Die Speicher erfüllen gleich mehrere Funktionen

Mehrfach wurde auf dem Symposium deutlich, dass die hochflexiblen Energiespeicher gleich mehrere Funktionen erfüllen: Sie dienen als Stromreserve und stellen dabei Energie nach Bedarf zur Verfügung, sie nehmen überschüssigen Strom aus erneuerbaren Energien auf und stabilisieren damit auch deren Preis, außerdem leisten sie mit ihrer Regelenergie einen Beitrag zur Netzstabilität. Aber können Speicher auch sichere Leistung liefern? Sie können, sagt Klaus Krueger, Leiter der Forschung und Entwicklung bei dem Unternehmen Voith Hydro Holding.

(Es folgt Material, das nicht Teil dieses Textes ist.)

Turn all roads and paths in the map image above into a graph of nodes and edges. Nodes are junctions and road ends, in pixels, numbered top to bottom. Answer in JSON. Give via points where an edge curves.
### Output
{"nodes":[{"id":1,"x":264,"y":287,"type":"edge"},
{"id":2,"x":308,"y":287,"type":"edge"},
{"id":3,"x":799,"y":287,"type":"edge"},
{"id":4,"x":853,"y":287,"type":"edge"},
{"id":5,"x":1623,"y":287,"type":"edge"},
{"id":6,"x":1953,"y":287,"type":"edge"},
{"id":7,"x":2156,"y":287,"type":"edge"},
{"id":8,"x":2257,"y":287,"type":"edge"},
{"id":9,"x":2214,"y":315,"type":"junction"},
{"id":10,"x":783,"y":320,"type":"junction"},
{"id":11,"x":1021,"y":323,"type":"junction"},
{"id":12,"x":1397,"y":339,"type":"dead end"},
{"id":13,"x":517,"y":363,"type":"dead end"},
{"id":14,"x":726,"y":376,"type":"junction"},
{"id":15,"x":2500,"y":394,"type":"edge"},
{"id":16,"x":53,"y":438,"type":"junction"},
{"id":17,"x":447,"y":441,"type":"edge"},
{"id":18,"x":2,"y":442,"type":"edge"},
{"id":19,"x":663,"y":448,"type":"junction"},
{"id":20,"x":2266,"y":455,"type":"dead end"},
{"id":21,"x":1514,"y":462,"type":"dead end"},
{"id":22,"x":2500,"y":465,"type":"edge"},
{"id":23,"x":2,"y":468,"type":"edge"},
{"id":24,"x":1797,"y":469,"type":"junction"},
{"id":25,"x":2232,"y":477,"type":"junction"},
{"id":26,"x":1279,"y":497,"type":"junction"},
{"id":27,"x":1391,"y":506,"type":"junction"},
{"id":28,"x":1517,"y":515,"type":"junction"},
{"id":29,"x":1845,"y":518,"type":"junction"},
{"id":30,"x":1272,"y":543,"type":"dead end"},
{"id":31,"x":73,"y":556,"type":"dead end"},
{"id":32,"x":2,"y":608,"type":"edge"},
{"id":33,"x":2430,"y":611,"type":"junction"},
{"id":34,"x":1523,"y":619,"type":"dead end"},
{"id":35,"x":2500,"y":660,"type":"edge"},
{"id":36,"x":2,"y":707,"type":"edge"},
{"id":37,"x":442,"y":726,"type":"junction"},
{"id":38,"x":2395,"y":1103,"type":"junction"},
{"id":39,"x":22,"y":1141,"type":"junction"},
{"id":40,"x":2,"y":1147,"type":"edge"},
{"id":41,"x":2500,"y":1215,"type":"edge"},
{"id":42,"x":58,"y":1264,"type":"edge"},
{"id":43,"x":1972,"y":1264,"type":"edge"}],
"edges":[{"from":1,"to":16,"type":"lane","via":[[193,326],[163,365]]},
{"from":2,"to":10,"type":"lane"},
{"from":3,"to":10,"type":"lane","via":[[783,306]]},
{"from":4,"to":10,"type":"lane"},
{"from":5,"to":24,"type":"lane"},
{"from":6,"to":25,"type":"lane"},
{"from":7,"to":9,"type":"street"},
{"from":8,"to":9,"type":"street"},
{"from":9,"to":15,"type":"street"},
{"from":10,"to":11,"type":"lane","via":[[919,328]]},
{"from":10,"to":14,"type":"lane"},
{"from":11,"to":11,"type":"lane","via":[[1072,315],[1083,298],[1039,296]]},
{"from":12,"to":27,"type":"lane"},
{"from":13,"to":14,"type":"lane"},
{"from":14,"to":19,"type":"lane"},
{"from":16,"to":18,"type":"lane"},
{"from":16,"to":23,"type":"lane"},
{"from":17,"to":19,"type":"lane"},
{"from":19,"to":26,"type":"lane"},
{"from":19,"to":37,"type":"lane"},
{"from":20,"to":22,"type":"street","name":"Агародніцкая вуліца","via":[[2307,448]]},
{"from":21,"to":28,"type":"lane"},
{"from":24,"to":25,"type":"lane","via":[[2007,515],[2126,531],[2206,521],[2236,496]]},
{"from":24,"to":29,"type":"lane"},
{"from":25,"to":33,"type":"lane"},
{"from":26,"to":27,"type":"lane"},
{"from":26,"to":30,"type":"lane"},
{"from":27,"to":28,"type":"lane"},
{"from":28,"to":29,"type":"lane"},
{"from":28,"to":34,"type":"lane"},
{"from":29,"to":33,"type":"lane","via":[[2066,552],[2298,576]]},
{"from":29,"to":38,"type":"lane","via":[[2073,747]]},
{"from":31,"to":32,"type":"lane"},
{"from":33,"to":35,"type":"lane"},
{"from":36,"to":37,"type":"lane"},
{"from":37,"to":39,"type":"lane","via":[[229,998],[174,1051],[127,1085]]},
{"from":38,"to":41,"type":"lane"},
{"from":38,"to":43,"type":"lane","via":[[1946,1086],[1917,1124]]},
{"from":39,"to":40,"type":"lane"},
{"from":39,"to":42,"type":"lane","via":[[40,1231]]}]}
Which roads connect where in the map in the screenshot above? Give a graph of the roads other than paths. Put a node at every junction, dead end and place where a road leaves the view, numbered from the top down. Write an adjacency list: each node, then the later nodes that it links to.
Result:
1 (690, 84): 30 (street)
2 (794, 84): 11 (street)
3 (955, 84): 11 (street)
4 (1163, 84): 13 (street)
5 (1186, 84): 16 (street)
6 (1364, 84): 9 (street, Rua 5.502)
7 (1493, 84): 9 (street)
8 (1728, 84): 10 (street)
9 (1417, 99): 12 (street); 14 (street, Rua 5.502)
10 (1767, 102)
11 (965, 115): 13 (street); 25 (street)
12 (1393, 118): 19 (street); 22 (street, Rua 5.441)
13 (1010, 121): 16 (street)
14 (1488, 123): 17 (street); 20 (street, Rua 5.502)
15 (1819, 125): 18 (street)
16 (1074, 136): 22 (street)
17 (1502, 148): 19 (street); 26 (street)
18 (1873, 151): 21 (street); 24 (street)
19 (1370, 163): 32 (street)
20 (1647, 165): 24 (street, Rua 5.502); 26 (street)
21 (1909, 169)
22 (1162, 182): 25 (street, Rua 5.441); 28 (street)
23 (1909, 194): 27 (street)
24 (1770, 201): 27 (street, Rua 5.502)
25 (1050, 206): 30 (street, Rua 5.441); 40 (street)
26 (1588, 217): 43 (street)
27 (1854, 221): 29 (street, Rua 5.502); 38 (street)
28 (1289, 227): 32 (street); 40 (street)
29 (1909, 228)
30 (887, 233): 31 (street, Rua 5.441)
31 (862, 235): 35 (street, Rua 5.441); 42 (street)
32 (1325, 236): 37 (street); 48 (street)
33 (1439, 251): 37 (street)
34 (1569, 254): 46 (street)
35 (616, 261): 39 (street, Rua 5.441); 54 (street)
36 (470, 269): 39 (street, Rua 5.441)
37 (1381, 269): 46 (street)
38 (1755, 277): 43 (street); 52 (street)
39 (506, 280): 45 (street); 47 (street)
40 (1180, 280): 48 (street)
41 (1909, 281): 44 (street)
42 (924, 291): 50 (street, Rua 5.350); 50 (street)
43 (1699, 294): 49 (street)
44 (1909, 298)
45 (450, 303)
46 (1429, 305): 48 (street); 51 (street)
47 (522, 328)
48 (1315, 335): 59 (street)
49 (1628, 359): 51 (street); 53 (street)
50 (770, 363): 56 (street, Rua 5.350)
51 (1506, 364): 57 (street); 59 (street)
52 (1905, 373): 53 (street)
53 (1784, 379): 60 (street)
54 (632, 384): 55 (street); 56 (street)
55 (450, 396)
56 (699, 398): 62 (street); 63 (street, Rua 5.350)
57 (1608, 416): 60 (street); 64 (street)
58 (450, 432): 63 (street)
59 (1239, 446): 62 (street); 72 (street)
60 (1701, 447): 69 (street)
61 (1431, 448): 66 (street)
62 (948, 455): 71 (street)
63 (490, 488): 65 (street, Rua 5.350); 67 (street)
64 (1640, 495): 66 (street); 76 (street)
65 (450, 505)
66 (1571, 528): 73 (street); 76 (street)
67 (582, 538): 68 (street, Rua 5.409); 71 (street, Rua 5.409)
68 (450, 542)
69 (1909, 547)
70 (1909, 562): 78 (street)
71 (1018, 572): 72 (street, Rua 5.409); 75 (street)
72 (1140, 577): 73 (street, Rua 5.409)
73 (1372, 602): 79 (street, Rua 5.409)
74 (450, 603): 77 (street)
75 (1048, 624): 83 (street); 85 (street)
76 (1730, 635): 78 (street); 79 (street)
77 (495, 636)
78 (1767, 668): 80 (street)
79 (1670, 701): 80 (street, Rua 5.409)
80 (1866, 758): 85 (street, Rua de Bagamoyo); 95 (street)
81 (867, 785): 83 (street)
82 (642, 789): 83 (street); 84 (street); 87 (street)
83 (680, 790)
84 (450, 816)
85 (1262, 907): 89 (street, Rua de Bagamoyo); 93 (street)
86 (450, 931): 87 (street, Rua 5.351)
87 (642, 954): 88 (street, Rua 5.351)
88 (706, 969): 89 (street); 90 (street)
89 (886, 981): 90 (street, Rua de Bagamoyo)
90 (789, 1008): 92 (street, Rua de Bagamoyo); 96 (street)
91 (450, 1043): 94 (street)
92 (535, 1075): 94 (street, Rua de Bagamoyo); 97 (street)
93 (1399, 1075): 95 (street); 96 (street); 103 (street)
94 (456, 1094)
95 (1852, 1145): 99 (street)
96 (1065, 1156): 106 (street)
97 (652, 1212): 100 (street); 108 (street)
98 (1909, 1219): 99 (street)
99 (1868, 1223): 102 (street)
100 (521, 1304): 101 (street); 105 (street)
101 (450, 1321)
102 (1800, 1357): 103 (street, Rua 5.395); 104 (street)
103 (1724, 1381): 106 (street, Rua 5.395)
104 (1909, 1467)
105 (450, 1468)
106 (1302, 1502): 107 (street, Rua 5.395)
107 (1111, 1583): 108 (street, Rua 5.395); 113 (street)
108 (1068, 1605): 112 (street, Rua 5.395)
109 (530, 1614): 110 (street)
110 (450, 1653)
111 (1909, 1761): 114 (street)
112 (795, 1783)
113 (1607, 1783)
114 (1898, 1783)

Auf dem Symposium stellte Krueger zwei Szenarien vor, in denen für die Jahre 2030 und 2050 der bundesweite Stromverbrauch, der sogenannte Lastgang, einmal mit und einmal ohne Pumpspeicherkraftwerke simuliert wird. Dabei sollen 2030 die erneuerbaren Energiequellen 60 Prozent und 2050 80 Prozent des Stroms liefern. Das Fazit: durch den Einsatz der Speicher wird der Lastverlauf geglättet, die Spitzenlast wird reduziert und die nach wie vor erforderlichen konventionellen thermischen Kraftwerke können kontinuierlicher laufen und werden damit weniger belastet.

Das rechnet sich auch finanziell – und zwar deshalb, weil durch die Kombination der verschiedenen Funktionen der Speicher eine hohe Auslastung gegeben ist. Außerdem sinken dadurch auch bundesweit die CO2-Emissionen, weil ein Teil der erforderlichen Regelenergie nicht von thermischen Kraftwerken, sondern von den Speichern kommt – was Brennstoff einspart und den Zubau von Kraftwerke überflüssig macht. Laut Krüger können 2030 bis zu acht Gigawatt zusätzliche Leistung durch Pumpspeicherwerke und bis 2050 sogar 16 Gigawatt wirtschaftlich erzeugt werden. „Das Potenzial ist da, man muss es nur nutzen“, sagt der Voith-Manager.